START Material for the task

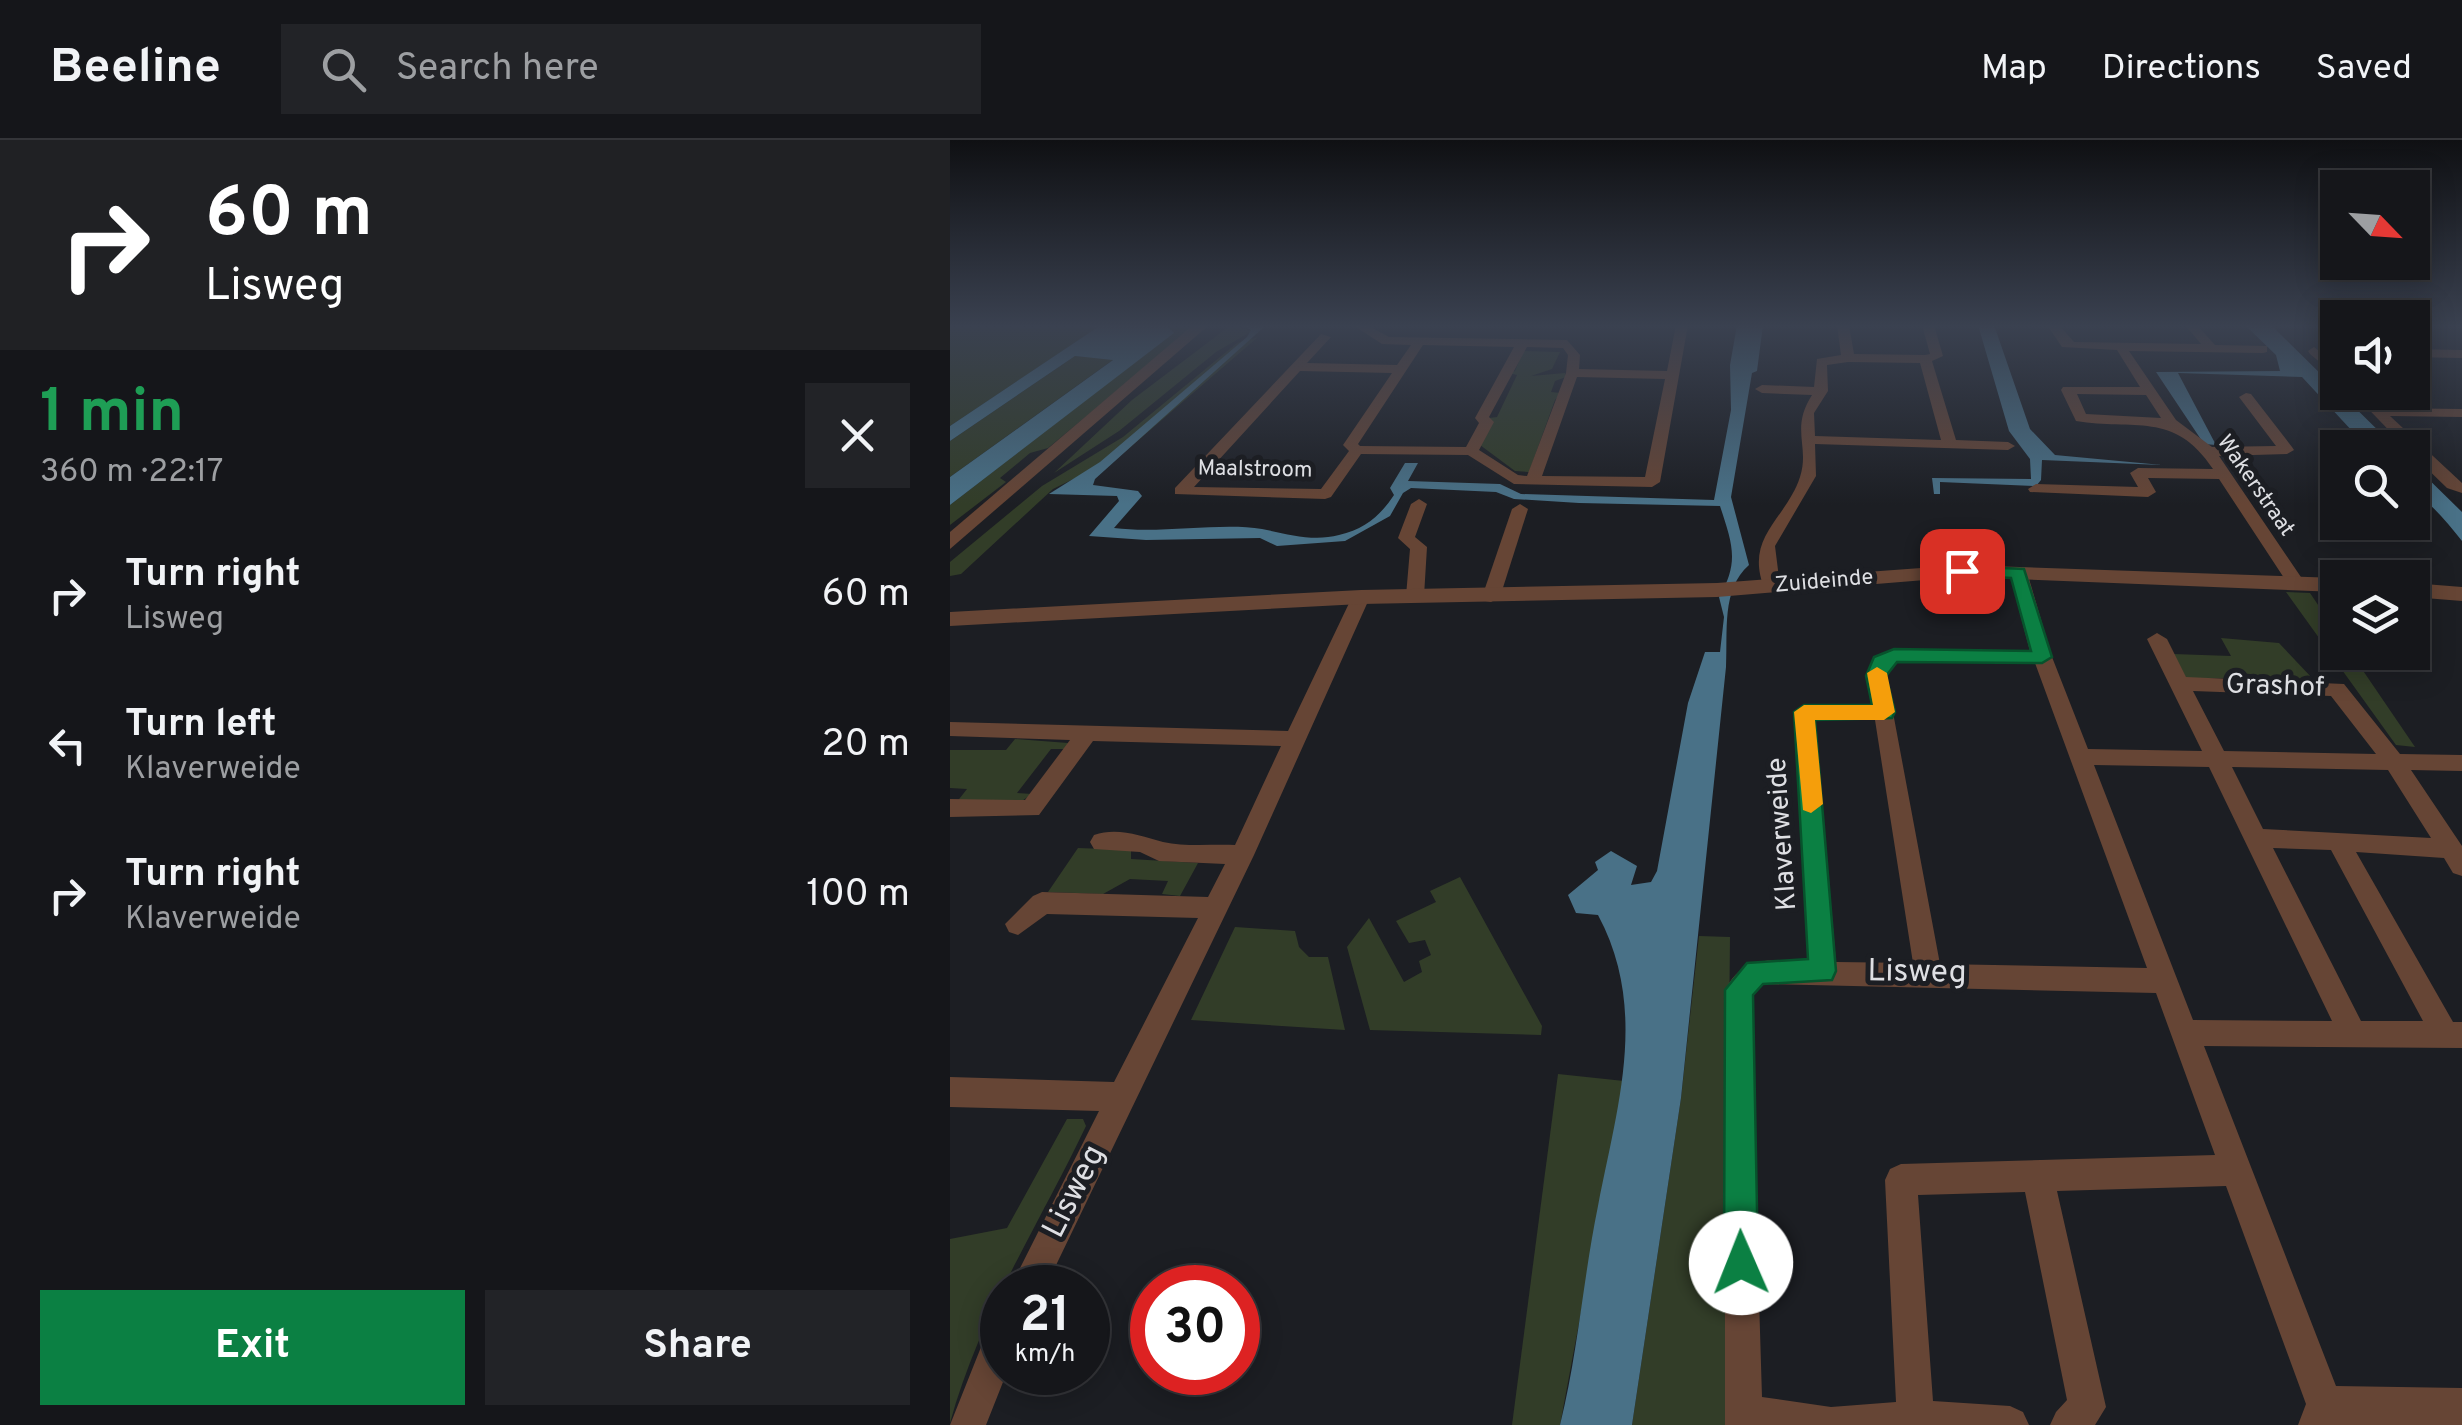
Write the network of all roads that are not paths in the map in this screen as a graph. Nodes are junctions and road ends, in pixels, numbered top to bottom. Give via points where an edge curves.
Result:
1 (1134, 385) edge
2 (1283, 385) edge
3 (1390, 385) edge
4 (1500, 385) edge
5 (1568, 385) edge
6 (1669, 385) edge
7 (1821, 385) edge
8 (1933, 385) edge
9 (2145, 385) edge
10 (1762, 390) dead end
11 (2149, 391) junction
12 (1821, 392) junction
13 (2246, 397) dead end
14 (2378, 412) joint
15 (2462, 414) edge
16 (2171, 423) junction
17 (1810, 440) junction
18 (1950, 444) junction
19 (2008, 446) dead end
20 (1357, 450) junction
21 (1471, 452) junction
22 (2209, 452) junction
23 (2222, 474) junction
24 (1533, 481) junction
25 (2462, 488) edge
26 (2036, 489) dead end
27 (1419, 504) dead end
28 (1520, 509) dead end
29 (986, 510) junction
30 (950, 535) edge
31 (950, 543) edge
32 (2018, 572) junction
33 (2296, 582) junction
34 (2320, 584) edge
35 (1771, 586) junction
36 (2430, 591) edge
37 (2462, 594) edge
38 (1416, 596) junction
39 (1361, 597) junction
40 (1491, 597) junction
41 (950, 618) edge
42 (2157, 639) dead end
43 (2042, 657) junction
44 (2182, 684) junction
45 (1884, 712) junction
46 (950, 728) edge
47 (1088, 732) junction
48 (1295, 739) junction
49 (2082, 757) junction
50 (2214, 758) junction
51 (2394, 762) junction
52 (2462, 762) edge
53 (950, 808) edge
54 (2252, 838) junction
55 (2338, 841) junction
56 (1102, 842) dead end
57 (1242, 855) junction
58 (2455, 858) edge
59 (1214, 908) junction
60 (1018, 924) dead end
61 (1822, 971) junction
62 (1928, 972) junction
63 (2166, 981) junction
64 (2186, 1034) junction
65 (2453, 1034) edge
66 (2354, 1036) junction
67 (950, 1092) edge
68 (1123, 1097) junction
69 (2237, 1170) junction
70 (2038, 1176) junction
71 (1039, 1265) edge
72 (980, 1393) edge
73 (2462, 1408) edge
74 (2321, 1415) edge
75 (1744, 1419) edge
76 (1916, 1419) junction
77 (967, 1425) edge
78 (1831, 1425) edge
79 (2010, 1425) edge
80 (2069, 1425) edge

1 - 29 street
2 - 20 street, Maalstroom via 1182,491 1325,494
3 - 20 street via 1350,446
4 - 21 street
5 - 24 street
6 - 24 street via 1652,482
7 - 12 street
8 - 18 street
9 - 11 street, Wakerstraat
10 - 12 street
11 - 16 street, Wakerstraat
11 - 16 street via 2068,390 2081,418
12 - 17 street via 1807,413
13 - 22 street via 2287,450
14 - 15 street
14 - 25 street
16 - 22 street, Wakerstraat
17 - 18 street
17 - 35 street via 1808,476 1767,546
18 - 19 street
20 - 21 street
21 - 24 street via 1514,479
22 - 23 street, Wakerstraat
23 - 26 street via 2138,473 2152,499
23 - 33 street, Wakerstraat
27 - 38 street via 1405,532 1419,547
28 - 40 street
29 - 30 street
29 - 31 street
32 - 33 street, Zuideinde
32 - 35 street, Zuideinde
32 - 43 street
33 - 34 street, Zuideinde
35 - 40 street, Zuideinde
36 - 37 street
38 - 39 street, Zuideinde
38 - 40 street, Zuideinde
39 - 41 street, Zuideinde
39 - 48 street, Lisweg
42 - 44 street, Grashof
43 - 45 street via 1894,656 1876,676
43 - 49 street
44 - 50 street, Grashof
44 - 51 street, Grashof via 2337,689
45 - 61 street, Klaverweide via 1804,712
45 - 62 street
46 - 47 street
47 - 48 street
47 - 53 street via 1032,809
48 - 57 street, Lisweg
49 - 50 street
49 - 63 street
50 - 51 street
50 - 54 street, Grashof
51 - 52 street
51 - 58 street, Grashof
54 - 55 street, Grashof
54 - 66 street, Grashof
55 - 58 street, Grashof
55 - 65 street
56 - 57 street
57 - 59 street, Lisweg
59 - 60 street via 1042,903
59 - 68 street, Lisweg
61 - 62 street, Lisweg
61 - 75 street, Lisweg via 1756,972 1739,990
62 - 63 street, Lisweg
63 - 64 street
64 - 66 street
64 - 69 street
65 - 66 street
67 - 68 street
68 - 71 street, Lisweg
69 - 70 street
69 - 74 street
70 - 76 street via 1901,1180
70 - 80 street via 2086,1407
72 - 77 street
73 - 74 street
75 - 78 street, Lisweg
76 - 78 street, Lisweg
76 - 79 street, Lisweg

END Material for the task

--- Problem to solve ---
Check every line of the data and give the number of them that hold the string "Zuideinde", with no other words.

--- Answer to this exercise ---
7